Simon Scannell and Anthony Weems

The Mines of Kakadûm: Blindly Exploiting Load-Balanced Services


Exploits leveraging memory corruption vulnerabilities typically require some knowledge about the target environment, such as the binary, OS, and allocator. These insights are required to e.g. prepare the heap and deploy ROP chain gadgets. As a result, exploits typically target client-side software such as browsers and phones. When server-side software vulnerabilities are exploited, they usually target distributed software where the deployed binary and environment is at least partially known.

Due to the constraint of knowledge requirements, a large attack-surface is rarely reported to be successfully exploited: Memory corruption exploits against server-side software with no access to the source code or binary. This includes open-source libraries with known CVE’s being compiled into an unknown environment. An additional challenge is dealing with load-balanced environments. Even if an attacker can defeat ASLR in one request, they have no guarantee that they are targeting the same worker in a follow-up request.

Google’s Cloud Vulnerability Research team (CVR) presents vulnerabilities in a third-party JPEG 2000 image library called Kakadu.

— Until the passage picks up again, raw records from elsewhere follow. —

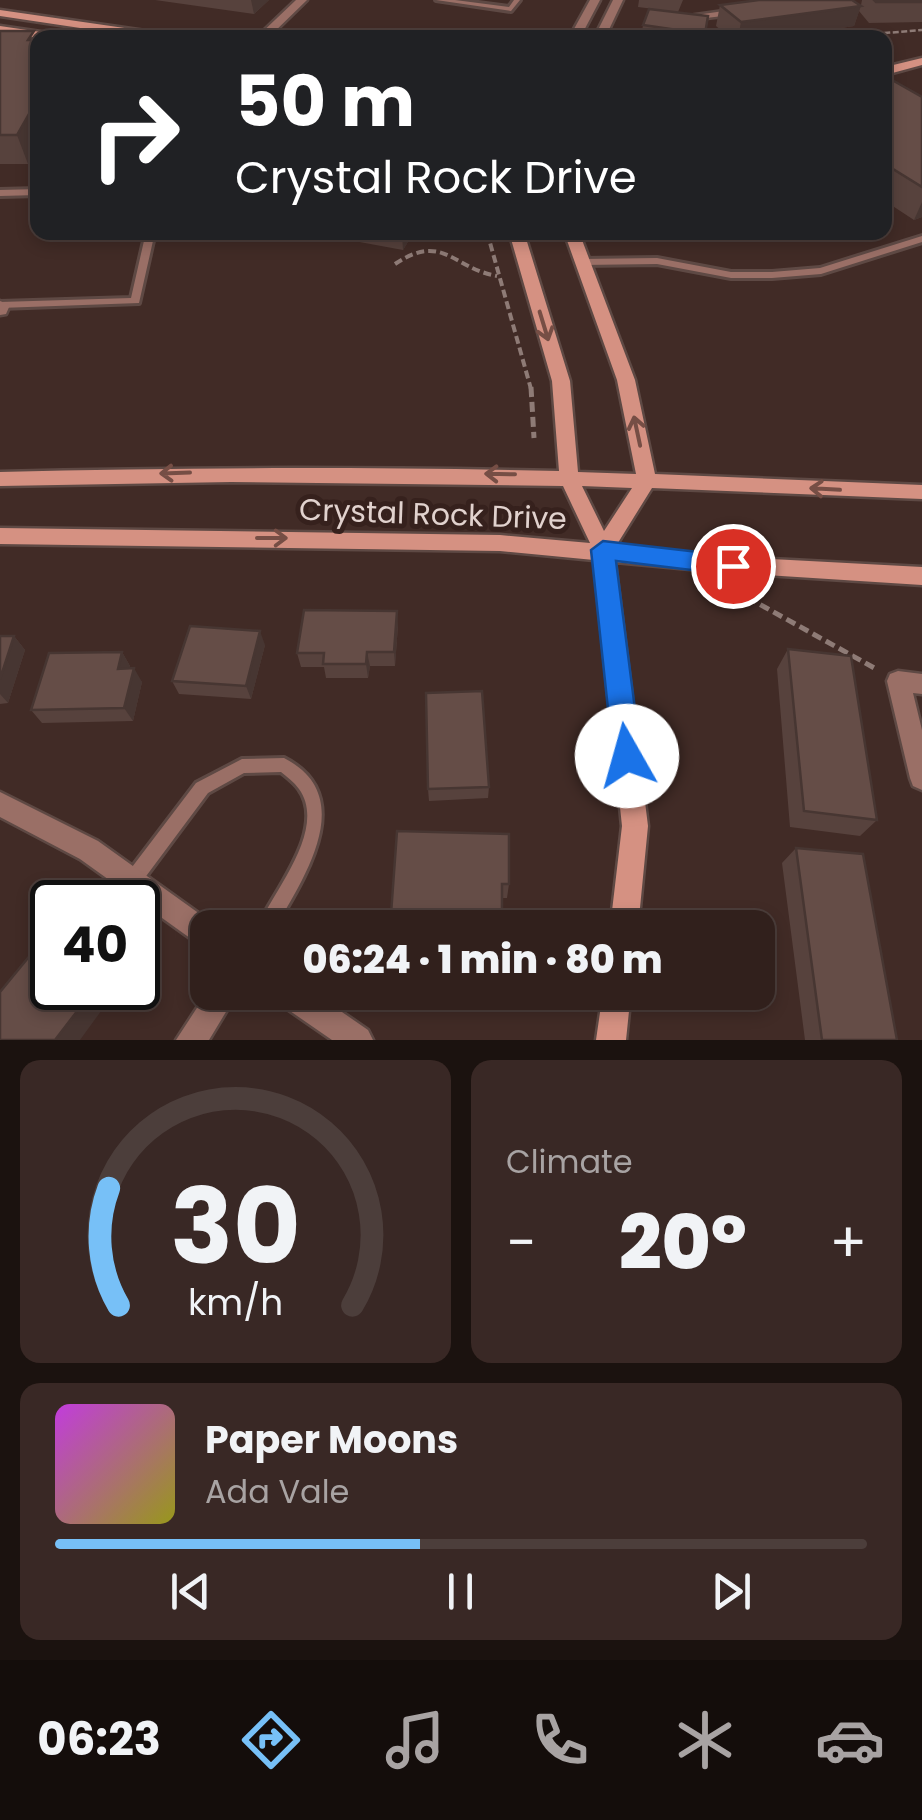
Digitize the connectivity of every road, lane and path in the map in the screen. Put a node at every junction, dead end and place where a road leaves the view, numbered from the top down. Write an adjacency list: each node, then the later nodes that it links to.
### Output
1 (302, 0): 13 (street)
2 (439, 0): 3 (lane)
3 (517, 0)
4 (596, 0): 14 (street)
5 (618, 0): 15 (street)
6 (706, 0): 9 (street)
7 (768, 9): 9 (street)
8 (0, 14): 12 (street)
9 (715, 14): 10 (street)
10 (665, 17)
11 (0, 30): 18 (street)
12 (115, 30)
13 (270, 30)
14 (579, 30)
15 (603, 30)
16 (922, 30): 17 (path)
17 (892, 32)
18 (30, 34)
19 (892, 56): 20 (street)
20 (922, 60): 21 (street)
21 (892, 68)
22 (30, 192): 23 (lane)
23 (0, 193)
24 (922, 239): 29 (lane)
25 (150, 240): 32 (lane)
26 (488, 240): 31 (path)
27 (518, 240): 34 (street, one-way to 34)
28 (574, 240): 29 (street)
29 (582, 262): 36 (street, one-way to 29)
30 (396, 264): 31 (path)
31 (497, 276): 33 (path)
32 (1, 307)
33 (534, 438)
34 (569, 478): 35 (street, Crystal Rock Drive, one-way to 35); 36 (street, Crystal Rock Drive); 39 (street)
35 (0, 479)
36 (647, 480): 37 (street, Crystal Rock Drive, one-way to 36); 39 (street)
37 (922, 492)
38 (0, 536): 39 (street, Crystal Rock Drive, one-way to 39)
39 (603, 550): 40 (street, Crystal Rock Drive); 49 (street)
40 (922, 576)
41 (726, 586): 42 (path)
42 (910, 682): 43 (street)
43 (922, 778)
44 (0, 804): 45 (street)
45 (131, 880)
46 (133, 880): 48 (lane)
47 (160, 902): 50 (street)
48 (274, 910)
49 (626, 910)
50 (190, 924)
51 (212, 1010): 54 (street)
52 (314, 1010): 55 (street)
53 (614, 1010): 56 (street)
54 (191, 1040)
55 (358, 1040)
56 (610, 1040)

We outline the challenges an external attacker would face in exploiting these vulnerabilities in an unknown environment and how to overcome them with a technique we internally call “Conditional Corruption” that allowed us to craft a self-modifying image for exploitation and achieve Remote-Code-Execution impact.

In a 2007 study, Kakadu outperformed other JPEG 2000 libraries and described itself as the leading JPEG 2000 development kit. It is likely that major companies are affected by the vulnerabilities we reported, including a Google service.



Simon Scannell is a self-taught Vulnerability Researcher and is part of Google's Cloud Vulnerability Research team. He enjoys writing exploits and traveling in his free time. Previous work included WordPress, Zimbra, Counter-Strike: Global Offensive and the Linux Kernel

Anthony Weems is a Staff Security Engineer on Google's Cloud Vulnerability Research team.